#### Records supplied

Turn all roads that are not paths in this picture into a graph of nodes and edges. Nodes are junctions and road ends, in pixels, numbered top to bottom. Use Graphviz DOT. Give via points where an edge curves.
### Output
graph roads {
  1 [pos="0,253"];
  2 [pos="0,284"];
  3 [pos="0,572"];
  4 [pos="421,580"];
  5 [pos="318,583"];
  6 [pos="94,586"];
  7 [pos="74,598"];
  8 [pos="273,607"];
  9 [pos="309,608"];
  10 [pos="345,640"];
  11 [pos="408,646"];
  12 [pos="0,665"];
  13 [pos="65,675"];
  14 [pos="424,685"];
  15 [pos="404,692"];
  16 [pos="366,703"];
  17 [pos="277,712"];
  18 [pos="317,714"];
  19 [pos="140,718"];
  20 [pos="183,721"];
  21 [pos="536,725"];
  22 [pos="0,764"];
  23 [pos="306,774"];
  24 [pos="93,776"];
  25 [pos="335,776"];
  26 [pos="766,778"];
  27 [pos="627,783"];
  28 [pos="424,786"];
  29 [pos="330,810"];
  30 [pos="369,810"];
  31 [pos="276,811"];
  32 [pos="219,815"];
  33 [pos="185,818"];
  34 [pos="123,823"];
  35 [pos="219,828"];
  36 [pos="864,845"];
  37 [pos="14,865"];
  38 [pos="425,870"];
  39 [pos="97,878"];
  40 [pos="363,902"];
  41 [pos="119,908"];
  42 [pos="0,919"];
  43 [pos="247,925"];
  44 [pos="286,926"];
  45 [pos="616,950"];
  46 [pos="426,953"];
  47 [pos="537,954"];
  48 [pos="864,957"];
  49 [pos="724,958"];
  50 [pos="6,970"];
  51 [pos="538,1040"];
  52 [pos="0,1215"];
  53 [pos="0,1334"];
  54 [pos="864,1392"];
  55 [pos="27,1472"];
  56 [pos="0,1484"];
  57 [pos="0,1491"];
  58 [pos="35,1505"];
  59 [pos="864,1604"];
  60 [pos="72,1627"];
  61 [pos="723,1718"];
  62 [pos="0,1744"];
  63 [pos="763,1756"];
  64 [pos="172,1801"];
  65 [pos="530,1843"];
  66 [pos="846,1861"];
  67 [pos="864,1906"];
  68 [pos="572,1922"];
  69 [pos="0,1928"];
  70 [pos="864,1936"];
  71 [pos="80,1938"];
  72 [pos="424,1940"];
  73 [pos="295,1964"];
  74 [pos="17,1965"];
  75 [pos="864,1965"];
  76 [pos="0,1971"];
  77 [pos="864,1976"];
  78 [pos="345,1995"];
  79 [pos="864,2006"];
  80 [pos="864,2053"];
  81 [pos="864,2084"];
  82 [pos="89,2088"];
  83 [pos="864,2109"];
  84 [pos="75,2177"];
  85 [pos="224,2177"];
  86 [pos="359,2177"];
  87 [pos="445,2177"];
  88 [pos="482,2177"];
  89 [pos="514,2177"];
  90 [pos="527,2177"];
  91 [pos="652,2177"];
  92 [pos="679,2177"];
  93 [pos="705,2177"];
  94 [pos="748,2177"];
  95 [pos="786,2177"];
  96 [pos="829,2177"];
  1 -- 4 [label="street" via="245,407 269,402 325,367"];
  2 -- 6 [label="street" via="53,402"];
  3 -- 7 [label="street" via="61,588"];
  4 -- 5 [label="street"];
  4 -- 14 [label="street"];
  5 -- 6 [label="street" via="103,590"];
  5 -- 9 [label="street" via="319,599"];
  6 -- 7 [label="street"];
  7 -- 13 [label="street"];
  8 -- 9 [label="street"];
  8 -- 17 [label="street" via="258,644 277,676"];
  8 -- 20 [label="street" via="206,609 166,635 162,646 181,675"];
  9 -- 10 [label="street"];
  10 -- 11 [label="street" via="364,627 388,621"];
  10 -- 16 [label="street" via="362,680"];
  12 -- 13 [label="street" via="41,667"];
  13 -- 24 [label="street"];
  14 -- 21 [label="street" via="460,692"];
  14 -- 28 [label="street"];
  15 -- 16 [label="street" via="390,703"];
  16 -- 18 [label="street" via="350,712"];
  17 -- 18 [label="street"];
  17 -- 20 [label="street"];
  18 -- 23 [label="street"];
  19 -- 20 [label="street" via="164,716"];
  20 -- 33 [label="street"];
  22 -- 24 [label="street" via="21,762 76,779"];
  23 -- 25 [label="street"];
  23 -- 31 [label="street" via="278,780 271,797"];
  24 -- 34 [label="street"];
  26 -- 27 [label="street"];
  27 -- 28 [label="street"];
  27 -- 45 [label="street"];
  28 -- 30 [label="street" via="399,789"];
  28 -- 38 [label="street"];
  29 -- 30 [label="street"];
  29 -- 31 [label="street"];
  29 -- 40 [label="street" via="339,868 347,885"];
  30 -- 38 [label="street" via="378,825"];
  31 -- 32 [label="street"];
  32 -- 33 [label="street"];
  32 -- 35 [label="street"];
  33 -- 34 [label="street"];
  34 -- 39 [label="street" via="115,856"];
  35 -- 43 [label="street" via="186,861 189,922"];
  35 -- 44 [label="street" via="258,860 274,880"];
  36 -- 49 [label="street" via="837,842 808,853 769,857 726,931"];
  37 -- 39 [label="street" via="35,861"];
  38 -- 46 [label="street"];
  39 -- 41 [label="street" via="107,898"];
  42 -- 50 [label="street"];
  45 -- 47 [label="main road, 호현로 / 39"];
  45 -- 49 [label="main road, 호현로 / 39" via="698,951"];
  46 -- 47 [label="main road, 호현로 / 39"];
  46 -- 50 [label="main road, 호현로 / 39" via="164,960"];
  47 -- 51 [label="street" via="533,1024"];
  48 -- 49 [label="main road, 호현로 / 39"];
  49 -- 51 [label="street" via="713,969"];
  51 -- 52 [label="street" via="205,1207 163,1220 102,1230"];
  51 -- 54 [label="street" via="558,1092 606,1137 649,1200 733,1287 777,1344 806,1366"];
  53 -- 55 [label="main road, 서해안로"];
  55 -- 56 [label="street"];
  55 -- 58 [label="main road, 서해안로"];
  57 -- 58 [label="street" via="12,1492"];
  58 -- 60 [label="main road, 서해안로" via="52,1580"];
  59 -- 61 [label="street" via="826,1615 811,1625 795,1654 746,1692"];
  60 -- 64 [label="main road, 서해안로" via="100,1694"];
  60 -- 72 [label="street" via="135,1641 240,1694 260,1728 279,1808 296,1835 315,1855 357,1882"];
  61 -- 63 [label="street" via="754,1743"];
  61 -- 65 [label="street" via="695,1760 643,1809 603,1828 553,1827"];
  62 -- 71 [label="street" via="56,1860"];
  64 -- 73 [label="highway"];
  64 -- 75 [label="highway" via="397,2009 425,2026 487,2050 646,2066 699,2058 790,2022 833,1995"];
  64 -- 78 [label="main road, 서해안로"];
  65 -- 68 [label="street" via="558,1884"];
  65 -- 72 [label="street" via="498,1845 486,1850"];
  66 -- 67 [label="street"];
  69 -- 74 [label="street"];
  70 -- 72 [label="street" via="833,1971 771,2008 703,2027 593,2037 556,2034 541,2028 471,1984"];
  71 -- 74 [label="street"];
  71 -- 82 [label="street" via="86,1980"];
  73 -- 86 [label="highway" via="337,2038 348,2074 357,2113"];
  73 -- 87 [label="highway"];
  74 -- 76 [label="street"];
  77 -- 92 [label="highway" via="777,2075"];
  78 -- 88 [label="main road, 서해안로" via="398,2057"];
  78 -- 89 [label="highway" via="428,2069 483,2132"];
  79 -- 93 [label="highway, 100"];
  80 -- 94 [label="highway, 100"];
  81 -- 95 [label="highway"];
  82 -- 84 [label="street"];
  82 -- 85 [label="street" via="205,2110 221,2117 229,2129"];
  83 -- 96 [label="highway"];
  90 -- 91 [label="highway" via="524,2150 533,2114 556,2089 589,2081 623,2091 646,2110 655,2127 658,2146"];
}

########

Directions:
In the data above, find each line that uses the string "graph". Copy it.

Worked solution:
Turn all roads that are not paths in this picture into a graph of nodes and edges. Nodes are junctions and road ends, in pixels, numbered top to bottom. Use Graphviz DOT. Give via points where an edge curves.
graph roads {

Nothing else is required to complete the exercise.